Há no governo uma polêmica sobre isso, com potencial para se transformar em foco de tensão com o ministro do STF Alexandre de Moraes. Quem deve julgar?
A princípio, a Justiça Militar. Mas, se há crimes comuns, é possível separar. Deixa os crimes militares na Justiça Militar e os que não estão previstos no Código Penal Militar no Supremo, por conexão.
Claro que hoje os cuidados são sempre maiores. Esse cidadão que está preso, da bomba do aeroporto no dia 24 de dezembro (George Washington de Oliveira Sousa), estava fazendo treino e obtendo instruções de como dar um tiro de fuzil de longa distância. Há um diálogo em que ele procura informações de qual o melhor fuzil, qual a melhor mira para tantos metros de distância.
Mas dias antes ele dá a entender, né? Porque pergunta: “Qual o fuzil que é mais adequado para tal distância?”; “E a tal mira?”. Aí o instrutor diz: “Não, essa mira é melhor”. Ou seja, havia atos preparatórios para a execução de um tiro, que ia ser um tiro no dia da posse de Lula.
É muito difícil antecipar esse debate. Seria desrespeitoso com o cargo que ocupo e pretensioso pretender arbitrar o que será o Brasil daqui a quatro anos. É aquela frase do (ex-ministro da Fazenda Pedro) Malan: “Até o passado é imprevisível, imaginem o futuro”. Eu não tenho esse planejamento e acho que, nas condições atuais, o nosso candidato em 2026 é o Lula. Aí em 2030 é outra história, antes que você me pergunte (risos).
O ministro do STF Gilmar Mendes foi consultado certa vez por um jurista da extrema direita que dizia que o artigo 142 autorizava um poder moderador. Ele respondeu: “Só uma hermenêutica de baioneta para dizer isso”. Se quiserem mexer para deixar mais claro, têm meu apoio, mas o 142 não admite a hermenêutica da baioneta. Agora, retirar totalmente a GLO me parece um pouco demais. Ela pode ter utilidade em crimes ambientais, por exemplo. Já a ocupação dos cargos civis pelos militares, para mim, é inconstitucional.
Elas são uma ameaça à democracia pela ausência da regulação. É como energia nuclear: salva vidas e também mata pessoas.
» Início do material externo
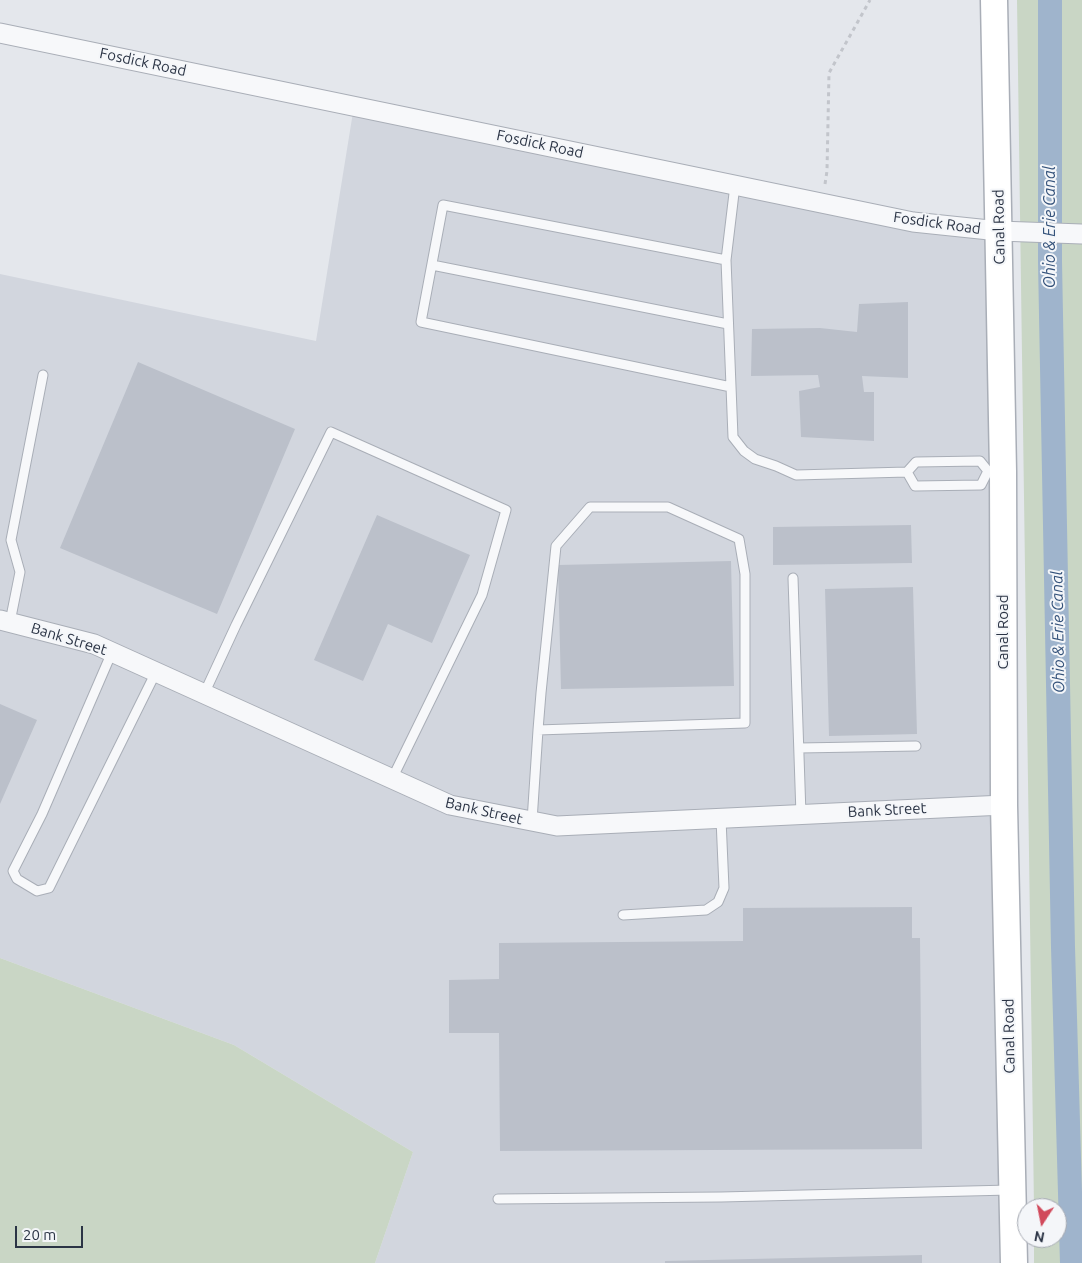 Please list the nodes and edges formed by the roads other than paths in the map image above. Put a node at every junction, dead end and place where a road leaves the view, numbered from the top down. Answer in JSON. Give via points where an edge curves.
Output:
{"nodes":[{"id":1,"x":994,"y":0,"type":"edge"},
{"id":2,"x":0,"y":32,"type":"edge"},
{"id":3,"x":735,"y":185,"type":"junction"},
{"id":4,"x":999,"y":231,"type":"junction"},
{"id":5,"x":1082,"y":234,"type":"edge"},
{"id":6,"x":726,"y":260,"type":"junction"},
{"id":7,"x":432,"y":265,"type":"junction"},
{"id":8,"x":728,"y":324,"type":"junction"},
{"id":9,"x":43,"y":375,"type":"dead end"},
{"id":10,"x":731,"y":387,"type":"junction"},
{"id":11,"x":995,"y":471,"type":"junction"},
{"id":12,"x":907,"y":472,"type":"junction"},
{"id":13,"x":793,"y":578,"type":"dead end"},
{"id":14,"x":5,"y":621,"type":"edge"},
{"id":15,"x":112,"y":652,"type":"junction"},
{"id":16,"x":156,"y":672,"type":"junction"},
{"id":17,"x":204,"y":694,"type":"junction"},
{"id":18,"x":538,"y":730,"type":"junction"},
{"id":19,"x":916,"y":746,"type":"dead end"},
{"id":20,"x":799,"y":748,"type":"junction"},
{"id":21,"x":392,"y":779,"type":"junction"},
{"id":22,"x":1004,"y":805,"type":"junction"},
{"id":23,"x":801,"y":815,"type":"junction"},
{"id":24,"x":721,"y":818,"type":"junction"},
{"id":25,"x":532,"y":821,"type":"junction"},
{"id":26,"x":623,"y":915,"type":"dead end"},
{"id":27,"x":1012,"y":1190,"type":"junction"},
{"id":28,"x":498,"y":1199,"type":"dead end"},
{"id":29,"x":1014,"y":1263,"type":"edge"}],
"edges":[{"from":1,"to":4,"type":"main road","name":"Canal Road"},
{"from":2,"to":3,"type":"street","name":"Fosdick Road"},
{"from":3,"to":4,"type":"street","name":"Fosdick Road","via":[[913,222]]},
{"from":3,"to":6,"type":"lane"},
{"from":4,"to":5,"type":"street","name":"Fosdick Road"},
{"from":4,"to":11,"type":"main road","name":"Canal Road"},
{"from":6,"to":7,"type":"lane","via":[[443,205]]},
{"from":6,"to":8,"type":"lane"},
{"from":7,"to":8,"type":"lane"},
{"from":7,"to":10,"type":"lane","via":[[421,322]]},
{"from":8,"to":10,"type":"lane"},
{"from":9,"to":14,"type":"lane","via":[[11,540],[20,572]]},
{"from":10,"to":12,"type":"lane","via":[[733,437],[755,459],[796,475]]},
{"from":11,"to":12,"type":"lane","via":[[980,461],[916,462]]},
{"from":11,"to":12,"type":"lane","via":[[980,486],[915,486]]},
{"from":11,"to":22,"type":"main road","name":"Canal Road"},
{"from":13,"to":20,"type":"lane"},
{"from":14,"to":15,"type":"street","name":"Bank Street","via":[[94,644]]},
{"from":15,"to":16,"type":"street","name":"Bank Street"},
{"from":15,"to":16,"type":"lane","via":[[14,871],[17,879],[37,891],[49,888]]},
{"from":16,"to":17,"type":"street","name":"Bank Street"},
{"from":17,"to":21,"type":"street","name":"Bank Street"},
{"from":17,"to":21,"type":"lane","via":[[331,432],[506,510],[482,596]]},
{"from":18,"to":18,"type":"lane","via":[[556,546],[590,507],[668,506],[739,540],[745,574],[745,723]]},
{"from":18,"to":25,"type":"lane"},
{"from":19,"to":20,"type":"lane"},
{"from":20,"to":23,"type":"lane"},
{"from":21,"to":25,"type":"street","name":"Bank Street","via":[[450,806]]},
{"from":22,"to":23,"type":"street","name":"Bank Street"},
{"from":22,"to":27,"type":"main road","name":"Canal Road"},
{"from":23,"to":24,"type":"street","name":"Bank Street"},
{"from":24,"to":25,"type":"street","name":"Bank Street","via":[[557,826]]},
{"from":24,"to":26,"type":"lane","via":[[724,888],[718,902],[706,910]]},
{"from":27,"to":28,"type":"lane"},
{"from":27,"to":29,"type":"main road","name":"Canal Road"}]}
Eu sou contra. A imunidade, na Constituição, é restrita a opiniões, palavras e votos. Alguém vai dizer: “Mas hoje os mandatos são exercícios na internet”. O problema é que esses mandatos não estão no escopo da proteção constitucional. O projeto (das fake news) vai muito além. Espero que esse conteúdo não seja aprovado. Se for, acho que o Supremo Tribunal Federal vai voltar a uma interpretação mais restritiva, a do abuso da imunidade parlamentar. Uma coisa é imunidade para fiscalizar; outra é para cometer crimes, ameaçar ministros do Supremo, coisas que aconteceram no Brasil.
Se você disser para o cara: “Irmão, essa atividade vai ser legalizada e você vai ganhar um dinheiro de modo legal, lícito, sem risco de ser preso”, o cara topa. A abordagem policial não pode ser a única para o problema da Amazônia. Trata-se de região onde há os piores indicadores sociais do Brasil.